EXERCISE GOAL =
Examine each line of the data, and copy the ones containing "edges".

EXERCISE INPUTS =

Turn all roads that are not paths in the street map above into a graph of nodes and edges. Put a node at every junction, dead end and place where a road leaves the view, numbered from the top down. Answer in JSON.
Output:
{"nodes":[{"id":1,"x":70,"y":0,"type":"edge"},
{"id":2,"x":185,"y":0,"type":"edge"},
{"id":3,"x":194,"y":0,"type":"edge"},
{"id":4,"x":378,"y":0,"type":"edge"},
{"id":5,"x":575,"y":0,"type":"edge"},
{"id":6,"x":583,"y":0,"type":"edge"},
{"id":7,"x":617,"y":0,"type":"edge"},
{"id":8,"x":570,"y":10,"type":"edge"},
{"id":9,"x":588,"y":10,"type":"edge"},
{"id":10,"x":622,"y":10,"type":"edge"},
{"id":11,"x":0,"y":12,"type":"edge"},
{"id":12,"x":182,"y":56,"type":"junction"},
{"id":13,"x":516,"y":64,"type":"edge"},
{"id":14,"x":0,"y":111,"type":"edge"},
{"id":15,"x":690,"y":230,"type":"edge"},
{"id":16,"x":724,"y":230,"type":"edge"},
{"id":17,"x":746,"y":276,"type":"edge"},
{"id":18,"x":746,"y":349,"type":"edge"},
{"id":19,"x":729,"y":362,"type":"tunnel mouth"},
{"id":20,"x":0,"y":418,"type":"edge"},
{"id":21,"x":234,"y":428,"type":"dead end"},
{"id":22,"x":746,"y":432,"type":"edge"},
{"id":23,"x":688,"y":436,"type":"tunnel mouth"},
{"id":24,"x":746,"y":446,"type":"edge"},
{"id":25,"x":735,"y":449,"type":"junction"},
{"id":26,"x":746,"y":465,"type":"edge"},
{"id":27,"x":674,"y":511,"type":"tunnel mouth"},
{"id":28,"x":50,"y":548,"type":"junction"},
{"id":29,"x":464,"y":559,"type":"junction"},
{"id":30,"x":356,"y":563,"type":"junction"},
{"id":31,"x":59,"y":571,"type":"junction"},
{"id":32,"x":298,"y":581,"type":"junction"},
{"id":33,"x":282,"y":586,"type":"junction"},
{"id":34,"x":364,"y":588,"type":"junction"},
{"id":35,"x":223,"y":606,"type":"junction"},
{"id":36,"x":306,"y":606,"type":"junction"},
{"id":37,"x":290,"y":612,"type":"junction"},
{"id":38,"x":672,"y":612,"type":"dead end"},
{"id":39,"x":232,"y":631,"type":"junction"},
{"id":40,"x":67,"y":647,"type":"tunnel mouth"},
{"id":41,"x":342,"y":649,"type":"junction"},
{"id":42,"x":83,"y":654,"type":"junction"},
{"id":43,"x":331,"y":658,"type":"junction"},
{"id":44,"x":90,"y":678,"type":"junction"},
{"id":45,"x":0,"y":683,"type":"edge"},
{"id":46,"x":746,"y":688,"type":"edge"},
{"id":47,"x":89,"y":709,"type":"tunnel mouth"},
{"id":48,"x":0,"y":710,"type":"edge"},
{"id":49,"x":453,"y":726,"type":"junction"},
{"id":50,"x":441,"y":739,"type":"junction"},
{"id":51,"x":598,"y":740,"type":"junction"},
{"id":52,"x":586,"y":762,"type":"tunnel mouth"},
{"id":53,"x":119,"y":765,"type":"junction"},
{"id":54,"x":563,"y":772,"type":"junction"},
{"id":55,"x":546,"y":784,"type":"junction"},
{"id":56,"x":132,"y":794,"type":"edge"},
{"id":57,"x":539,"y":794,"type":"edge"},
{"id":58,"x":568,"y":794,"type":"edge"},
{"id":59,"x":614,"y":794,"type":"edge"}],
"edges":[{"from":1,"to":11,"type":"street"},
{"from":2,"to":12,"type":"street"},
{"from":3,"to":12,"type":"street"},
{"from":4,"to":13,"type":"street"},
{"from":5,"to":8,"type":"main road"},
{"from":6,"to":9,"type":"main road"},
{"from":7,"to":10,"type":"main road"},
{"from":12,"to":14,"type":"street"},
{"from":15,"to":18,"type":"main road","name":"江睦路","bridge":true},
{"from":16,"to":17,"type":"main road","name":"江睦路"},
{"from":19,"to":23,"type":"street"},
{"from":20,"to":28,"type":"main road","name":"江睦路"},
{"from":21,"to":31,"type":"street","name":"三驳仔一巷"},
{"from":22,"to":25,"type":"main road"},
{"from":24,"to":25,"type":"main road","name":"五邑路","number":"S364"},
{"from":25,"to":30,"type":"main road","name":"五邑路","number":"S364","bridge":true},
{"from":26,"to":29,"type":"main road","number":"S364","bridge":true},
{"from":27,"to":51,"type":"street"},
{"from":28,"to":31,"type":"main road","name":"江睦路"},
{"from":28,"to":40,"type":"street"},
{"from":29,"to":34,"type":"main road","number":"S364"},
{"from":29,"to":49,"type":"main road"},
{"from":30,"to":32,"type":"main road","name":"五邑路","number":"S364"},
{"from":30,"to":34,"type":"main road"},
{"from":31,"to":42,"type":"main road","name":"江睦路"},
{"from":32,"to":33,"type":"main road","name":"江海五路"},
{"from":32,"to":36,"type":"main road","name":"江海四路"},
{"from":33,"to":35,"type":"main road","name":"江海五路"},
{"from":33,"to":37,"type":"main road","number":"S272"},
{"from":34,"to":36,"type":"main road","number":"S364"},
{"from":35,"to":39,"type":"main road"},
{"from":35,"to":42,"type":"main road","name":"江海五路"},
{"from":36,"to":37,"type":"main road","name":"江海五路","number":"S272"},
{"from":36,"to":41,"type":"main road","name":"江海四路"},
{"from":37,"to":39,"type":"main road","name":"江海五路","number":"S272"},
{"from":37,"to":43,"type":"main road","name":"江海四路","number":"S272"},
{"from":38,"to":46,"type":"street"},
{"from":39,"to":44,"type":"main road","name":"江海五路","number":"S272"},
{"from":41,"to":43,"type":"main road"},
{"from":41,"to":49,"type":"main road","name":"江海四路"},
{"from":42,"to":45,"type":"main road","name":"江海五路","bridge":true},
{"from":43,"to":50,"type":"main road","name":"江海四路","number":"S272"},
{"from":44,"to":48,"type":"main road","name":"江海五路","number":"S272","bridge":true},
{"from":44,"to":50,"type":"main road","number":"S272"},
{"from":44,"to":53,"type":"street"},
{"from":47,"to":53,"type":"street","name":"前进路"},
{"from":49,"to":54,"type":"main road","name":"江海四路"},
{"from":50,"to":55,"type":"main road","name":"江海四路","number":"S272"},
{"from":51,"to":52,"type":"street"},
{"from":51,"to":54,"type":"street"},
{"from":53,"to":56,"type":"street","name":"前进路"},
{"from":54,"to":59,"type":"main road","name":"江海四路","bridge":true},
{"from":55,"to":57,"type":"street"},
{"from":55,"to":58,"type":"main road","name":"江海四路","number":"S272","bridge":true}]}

RESPONSE AREA =
Turn all roads that are not paths in the street map above into a graph of nodes and edges. Put a node at every junction, dead end and place where a road leaves the view, numbered from the top down. Answer in JSON.
"edges":[{"from":1,"to":11,"type":"street"},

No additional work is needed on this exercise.